Perhaps that is why on Saturday, after I watched Michigan fumble away its greatest opportunity to become relevant in almost a decade, I felt more like I had finished a Tolstoy novel than watched a basketball game.

Michigan's loss was not due to lack of effort. Not at all. The Wolverines played with energy and heart. They electrified Crisler arena for the first time all year with treys, dunks, and defense. All the flaws we knew existed in this basketball team disappeared for 37 minutes. They were someone else, somewhere else. Michigan was playing in borrowed bodies. Making shots they hadn't all year.
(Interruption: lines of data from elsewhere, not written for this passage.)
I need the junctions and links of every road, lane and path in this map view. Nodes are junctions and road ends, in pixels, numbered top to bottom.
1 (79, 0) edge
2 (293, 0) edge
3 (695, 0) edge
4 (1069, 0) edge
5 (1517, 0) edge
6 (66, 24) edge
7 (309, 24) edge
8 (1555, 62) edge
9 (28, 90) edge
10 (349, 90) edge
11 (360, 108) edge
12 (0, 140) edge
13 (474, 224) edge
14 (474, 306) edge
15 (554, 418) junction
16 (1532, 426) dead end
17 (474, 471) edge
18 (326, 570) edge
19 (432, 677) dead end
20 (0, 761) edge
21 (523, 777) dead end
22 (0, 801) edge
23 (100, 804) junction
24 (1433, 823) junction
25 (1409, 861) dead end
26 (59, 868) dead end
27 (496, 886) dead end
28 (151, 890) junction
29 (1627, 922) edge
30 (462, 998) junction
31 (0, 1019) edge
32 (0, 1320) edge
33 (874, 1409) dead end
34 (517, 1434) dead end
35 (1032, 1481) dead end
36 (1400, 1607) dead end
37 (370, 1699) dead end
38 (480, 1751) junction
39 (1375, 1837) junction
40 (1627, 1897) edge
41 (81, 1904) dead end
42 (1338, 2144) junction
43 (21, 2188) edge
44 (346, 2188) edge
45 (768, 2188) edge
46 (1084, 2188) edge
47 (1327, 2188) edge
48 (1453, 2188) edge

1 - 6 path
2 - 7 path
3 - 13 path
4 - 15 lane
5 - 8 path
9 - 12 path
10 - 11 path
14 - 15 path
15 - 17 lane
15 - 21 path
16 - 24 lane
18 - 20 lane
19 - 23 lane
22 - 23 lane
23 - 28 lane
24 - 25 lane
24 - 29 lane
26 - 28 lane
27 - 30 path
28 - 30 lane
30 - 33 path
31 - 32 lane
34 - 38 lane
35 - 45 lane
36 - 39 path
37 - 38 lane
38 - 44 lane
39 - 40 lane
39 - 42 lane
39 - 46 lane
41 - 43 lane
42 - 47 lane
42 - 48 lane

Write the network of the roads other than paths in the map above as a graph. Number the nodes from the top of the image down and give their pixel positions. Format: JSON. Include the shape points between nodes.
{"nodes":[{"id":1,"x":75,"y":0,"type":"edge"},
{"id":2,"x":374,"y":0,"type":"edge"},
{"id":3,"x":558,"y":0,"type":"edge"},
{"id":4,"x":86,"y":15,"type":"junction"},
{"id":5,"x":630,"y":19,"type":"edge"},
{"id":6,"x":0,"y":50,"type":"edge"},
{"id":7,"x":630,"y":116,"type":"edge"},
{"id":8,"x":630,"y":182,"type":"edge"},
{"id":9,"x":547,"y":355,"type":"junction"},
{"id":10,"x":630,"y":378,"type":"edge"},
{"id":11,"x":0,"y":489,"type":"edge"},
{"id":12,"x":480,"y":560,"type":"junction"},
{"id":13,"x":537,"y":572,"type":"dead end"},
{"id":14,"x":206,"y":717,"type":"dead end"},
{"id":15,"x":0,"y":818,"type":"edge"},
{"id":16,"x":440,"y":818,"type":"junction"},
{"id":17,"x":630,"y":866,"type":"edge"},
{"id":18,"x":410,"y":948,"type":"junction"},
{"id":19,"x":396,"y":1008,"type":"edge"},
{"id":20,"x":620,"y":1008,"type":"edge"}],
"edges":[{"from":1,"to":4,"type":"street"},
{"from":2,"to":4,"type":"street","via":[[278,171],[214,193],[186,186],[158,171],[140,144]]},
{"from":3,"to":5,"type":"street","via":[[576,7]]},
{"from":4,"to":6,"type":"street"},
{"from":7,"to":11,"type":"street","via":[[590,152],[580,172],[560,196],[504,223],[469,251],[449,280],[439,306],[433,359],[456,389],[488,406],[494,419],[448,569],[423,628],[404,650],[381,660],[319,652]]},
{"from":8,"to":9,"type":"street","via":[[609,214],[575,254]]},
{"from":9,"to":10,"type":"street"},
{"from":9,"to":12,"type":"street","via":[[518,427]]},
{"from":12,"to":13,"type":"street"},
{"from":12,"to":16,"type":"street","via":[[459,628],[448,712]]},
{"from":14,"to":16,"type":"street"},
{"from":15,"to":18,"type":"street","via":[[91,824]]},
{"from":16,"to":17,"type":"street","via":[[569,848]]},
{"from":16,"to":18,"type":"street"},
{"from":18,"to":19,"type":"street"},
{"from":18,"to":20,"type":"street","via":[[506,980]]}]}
Defending and shooting as though it was their last chance at redemption. Because, in reality, it was.

Like a true tragedy, all of their effort wasn't enough. With three minutes remaining the demons this team has known for four years awoke and wrought a terrible vengeance. A missed dunk. A sloppy pass. Free throws given away. An inability to stop a tricycle from driving the lane. Ohio State finished the game on a 10-0 run to seal their victory and Michigan's third trip to the NIT in four years. And as we all looked for answers the demons quickly receded behind the cover of "good effort," "passion," and "good kids."

But we know who they are. We've seen them before. The bad passes. The missed shots. The "let someone else take it" attitude. Fear. Tommy's head in his hands. The terrible demons that doom us despite all we do to overcome them.

It's terrible not just because of the blown opportunity. It's terrible because Brent Petway and Dion Harris, two individuals who embody the Michigan spirit will leave without ever representing Michigan in the NCAAs. It's terrible because Courtney Sims was three minutes from redemption and instead is left with a missed dunk as his legacy. It's terrible because Lester Abram simply couldn't overcome all the injuries and return to the form he showed as a freshman no matter how hard he tried.

It's terrible because we went through this all last year. A different chapter of this long tragedy played out with Graham Brown, Chris Hunter and Daniel Horton left last year. Knowing one win would seal it, Michigan couldn't overcome. We were left with the thought that this year would be different. We knew there were problems, but this year they could do it. We could overcome our destiny. We were wrong.

What makes this worse is Michigan still has an outside chance at a tournament invitation. Seeded eighth in the Big Ten Tournament, if Michigan can get by Minnesota and Ohio State they may yet garner an invite.

But isn't that like a true tragedy.

There's always a glimmer of hope before it goes pitch black.